WORK TO BE COMPLETED. Exact copies of all entries are needed. Pictures are to be left out.
-------- DATASET ENTRIES
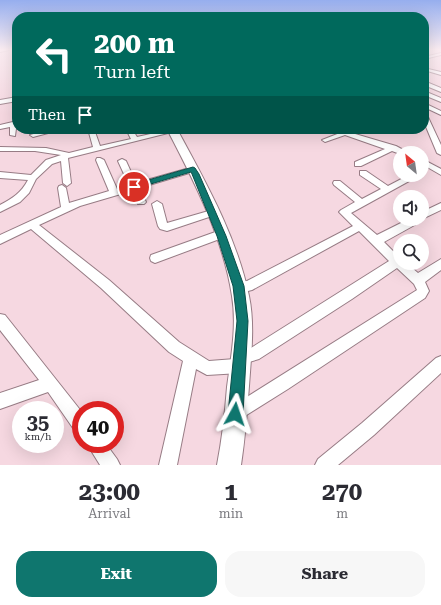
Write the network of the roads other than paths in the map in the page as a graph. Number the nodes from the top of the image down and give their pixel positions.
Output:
1 (429, 85) edge
2 (441, 90) edge
3 (429, 95) edge
4 (12, 100) edge
5 (441, 100) edge
6 (0, 102) edge
7 (429, 107) edge
8 (441, 113) edge
9 (12, 125) edge
10 (0, 127) edge
11 (429, 128) edge
12 (429, 130) edge
13 (441, 130) edge
14 (38, 134) edge
15 (92, 134) edge
16 (132, 134) edge
17 (154, 134) edge
18 (165, 134) edge
19 (335, 134) edge
20 (353, 134) edge
21 (33, 135) dead end
22 (135, 140) junction
23 (325, 140) dead end
24 (393, 148) joint
25 (0, 149) edge
26 (97, 149) junction
27 (441, 153) edge
28 (66, 157) junction
29 (100, 160) dead end
30 (122, 161) dead end
31 (358, 164) dead end
32 (441, 164) edge
33 (429, 165) edge
34 (432, 167) junction
35 (429, 168) edge
36 (193, 169) junction
37 (441, 172) edge
38 (363, 173) dead end
39 (0, 175) edge
40 (33, 178) junction
41 (402, 182) edge
42 (337, 183) dead end
43 (134, 187) junction
44 (387, 189) junction
45 (114, 193) junction
46 (141, 202) dead end
47 (362, 203) junction
48 (158, 204) dead end
49 (441, 206) edge
50 (0, 209) edge
51 (66, 209) junction
52 (429, 212) edge
53 (212, 213) junction
54 (31, 224) junction
55 (361, 226) junction
56 (403, 226) edge
57 (220, 234) junction
58 (0, 240) edge
59 (378, 242) junction
60 (155, 258) dead end
61 (393, 258) edge
62 (441, 264) edge
63 (393, 265) edge
64 (406, 270) edge
65 (418, 280) junction
66 (238, 286) junction
67 (0, 320) edge
68 (191, 358) junction
69 (240, 361) junction
70 (439, 368) edge
71 (50, 384) junction
72 (0, 401) edge
73 (72, 413) edge
74 (235, 414) junction
75 (102, 453) edge
76 (111, 465) edge
77 (168, 465) edge
78 (229, 465) edge
79 (324, 465) edge

1 - 2 street
3 - 5 street
4 - 6 street
7 - 8 street
9 - 10 street
11 - 13 street
12 - 27 street
14 - 21 street
15 - 26 street
16 - 22 street
17 - 22 street
18 - 36 street
19 - 23 street
20 - 24 street
22 - 26 street
24 - 31 street
25 - 28 street
26 - 28 street
28 - 40 street
28 - 51 street
29 - 45 street
30 - 43 street
32 - 34 street
33 - 34 street
34 - 35 street
34 - 37 street
36 - 43 street
36 - 53 street
38 - 44 street
39 - 40 street
40 - 50 street
41 - 44 street
42 - 47 street
43 - 45 street
43 - 46 street
44 - 47 street
45 - 51 street
47 - 55 street
48 - 53 street
49 - 52 street
51 - 54 street
53 - 57 street
54 - 58 street
54 - 68 street
55 - 59 street
55 - 66 street
56 - 59 street
57 - 60 street
57 - 66 street
59 - 61 street
62 - 65 street
63 - 69 street
64 - 65 street
65 - 74 street
66 - 69 street
67 - 71 street
68 - 69 street
68 - 77 street
69 - 74 street
70 - 79 street
71 - 72 street
71 - 73 street
74 - 78 street
75 - 76 street

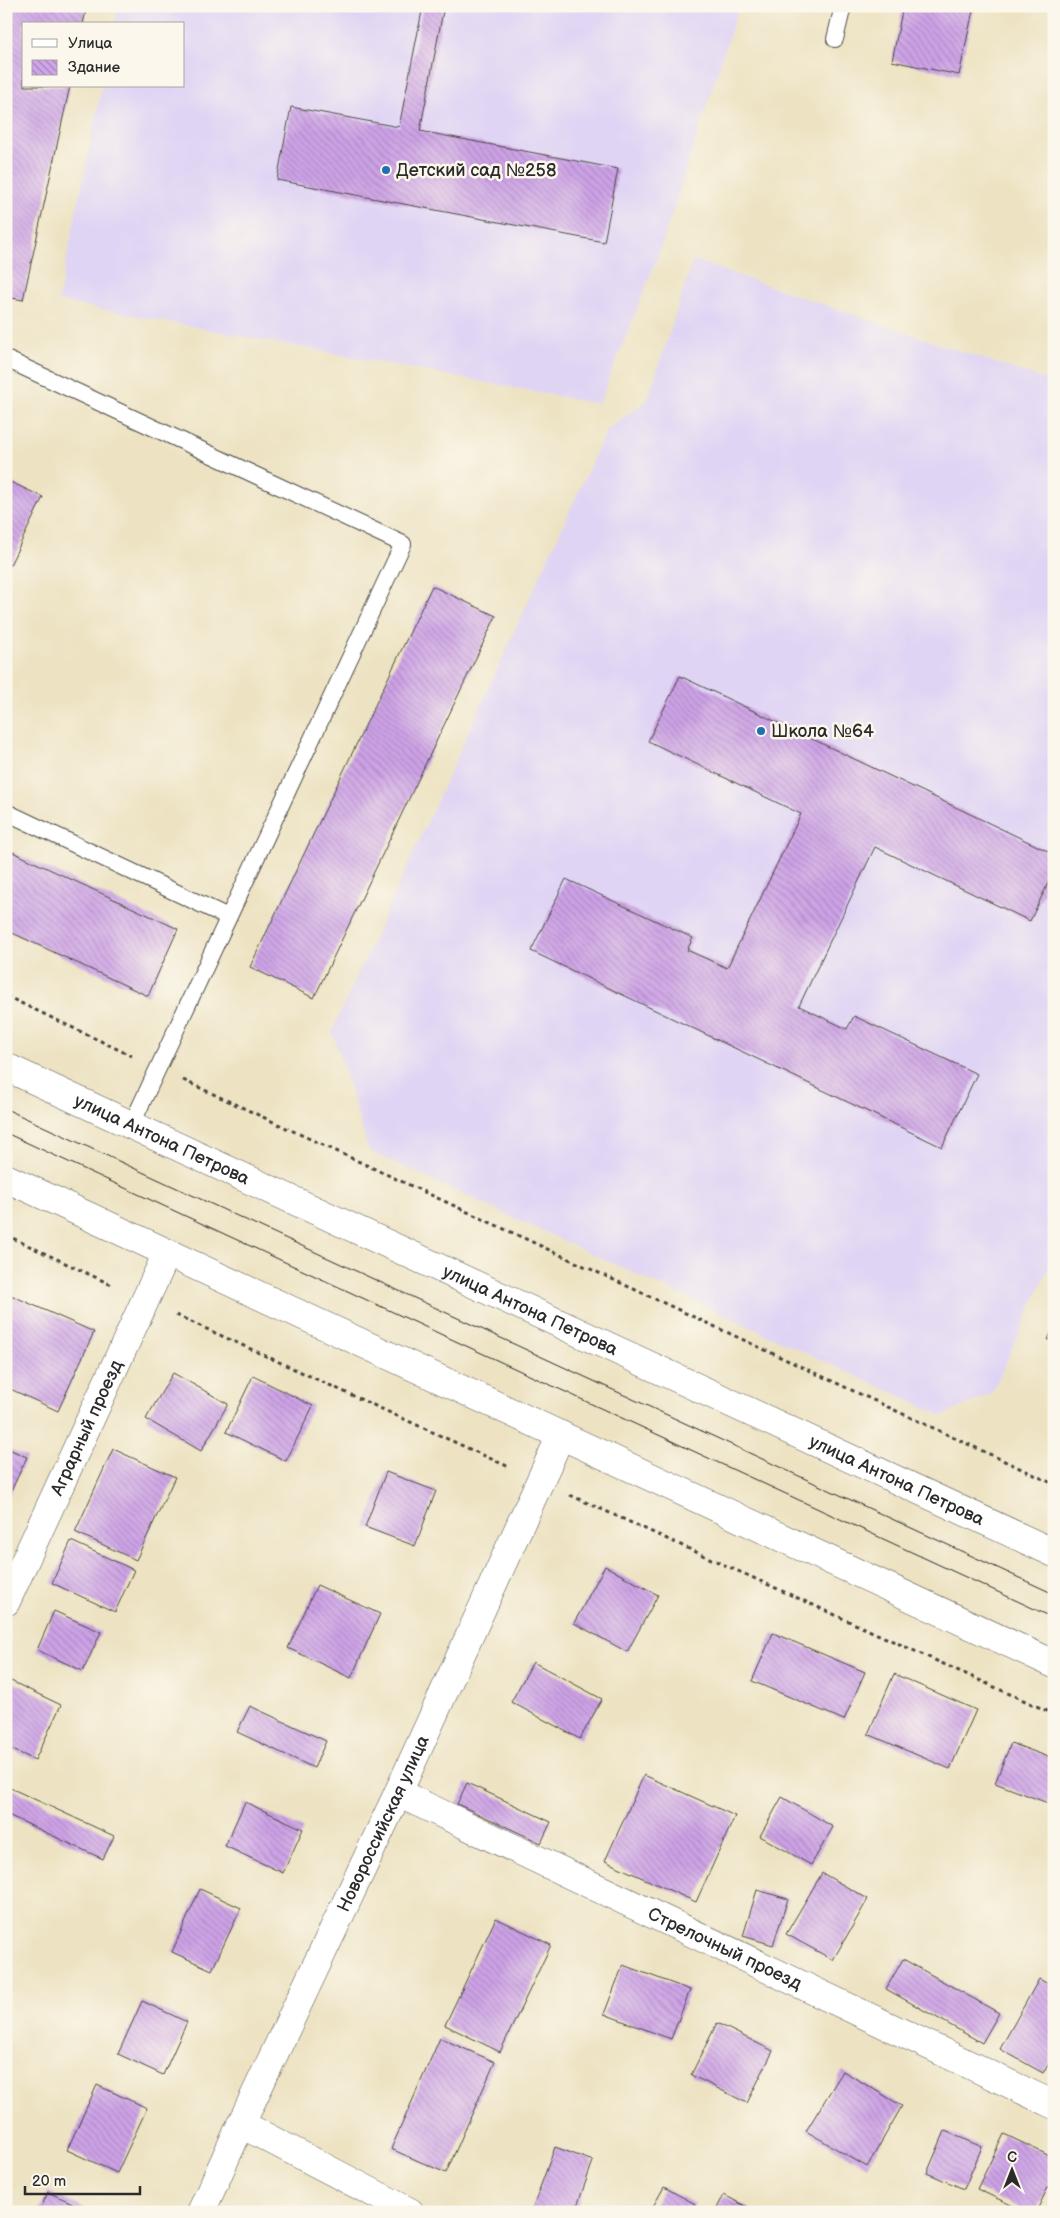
----------------
SOLUTION FOR THIS TASK.
Write the network of the roads other than paths in the map in the page as a graph. Number the nodes from the top of the image down and give their pixel positions.
Output:
1 (429, 85) edge
2 (441, 90) edge
3 (429, 95) edge
4 (12, 100) edge
5 (441, 100) edge
6 (0, 102) edge
7 (429, 107) edge
8 (441, 113) edge
9 (12, 125) edge
10 (0, 127) edge
11 (429, 128) edge
12 (429, 130) edge
13 (441, 130) edge
14 (38, 134) edge
15 (92, 134) edge
16 (132, 134) edge
17 (154, 134) edge
18 (165, 134) edge
19 (335, 134) edge
20 (353, 134) edge
21 (33, 135) dead end
22 (135, 140) junction
23 (325, 140) dead end
24 (393, 148) joint
25 (0, 149) edge
26 (97, 149) junction
27 (441, 153) edge
28 (66, 157) junction
29 (100, 160) dead end
30 (122, 161) dead end
31 (358, 164) dead end
32 (441, 164) edge
33 (429, 165) edge
34 (432, 167) junction
35 (429, 168) edge
36 (193, 169) junction
37 (441, 172) edge
38 (363, 173) dead end
39 (0, 175) edge
40 (33, 178) junction
41 (402, 182) edge
42 (337, 183) dead end
43 (134, 187) junction
44 (387, 189) junction
45 (114, 193) junction
46 (141, 202) dead end
47 (362, 203) junction
48 (158, 204) dead end
49 (441, 206) edge
50 (0, 209) edge
51 (66, 209) junction
52 (429, 212) edge
53 (212, 213) junction
54 (31, 224) junction
55 (361, 226) junction
56 (403, 226) edge
57 (220, 234) junction
58 (0, 240) edge
59 (378, 242) junction
60 (155, 258) dead end
61 (393, 258) edge
62 (441, 264) edge
63 (393, 265) edge
64 (406, 270) edge
65 (418, 280) junction
66 (238, 286) junction
67 (0, 320) edge
68 (191, 358) junction
69 (240, 361) junction
70 (439, 368) edge
71 (50, 384) junction
72 (0, 401) edge
73 (72, 413) edge
74 (235, 414) junction
75 (102, 453) edge
76 (111, 465) edge
77 (168, 465) edge
78 (229, 465) edge
79 (324, 465) edge

1 - 2 street
3 - 5 street
4 - 6 street
7 - 8 street
9 - 10 street
11 - 13 street
12 - 27 street
14 - 21 street
15 - 26 street
16 - 22 street
17 - 22 street
18 - 36 street
19 - 23 street
20 - 24 street
22 - 26 street
24 - 31 street
25 - 28 street
26 - 28 street
28 - 40 street
28 - 51 street
29 - 45 street
30 - 43 street
32 - 34 street
33 - 34 street
34 - 35 street
34 - 37 street
36 - 43 street
36 - 53 street
38 - 44 street
39 - 40 street
40 - 50 street
41 - 44 street
42 - 47 street
43 - 45 street
43 - 46 street
44 - 47 street
45 - 51 street
47 - 55 street
48 - 53 street
49 - 52 street
51 - 54 street
53 - 57 street
54 - 58 street
54 - 68 street
55 - 59 street
55 - 66 street
56 - 59 street
57 - 60 street
57 - 66 street
59 - 61 street
62 - 65 street
63 - 69 street
64 - 65 street
65 - 74 street
66 - 69 street
67 - 71 street
68 - 69 street
68 - 77 street
69 - 74 street
70 - 79 street
71 - 72 street
71 - 73 street
74 - 78 street
75 - 76 street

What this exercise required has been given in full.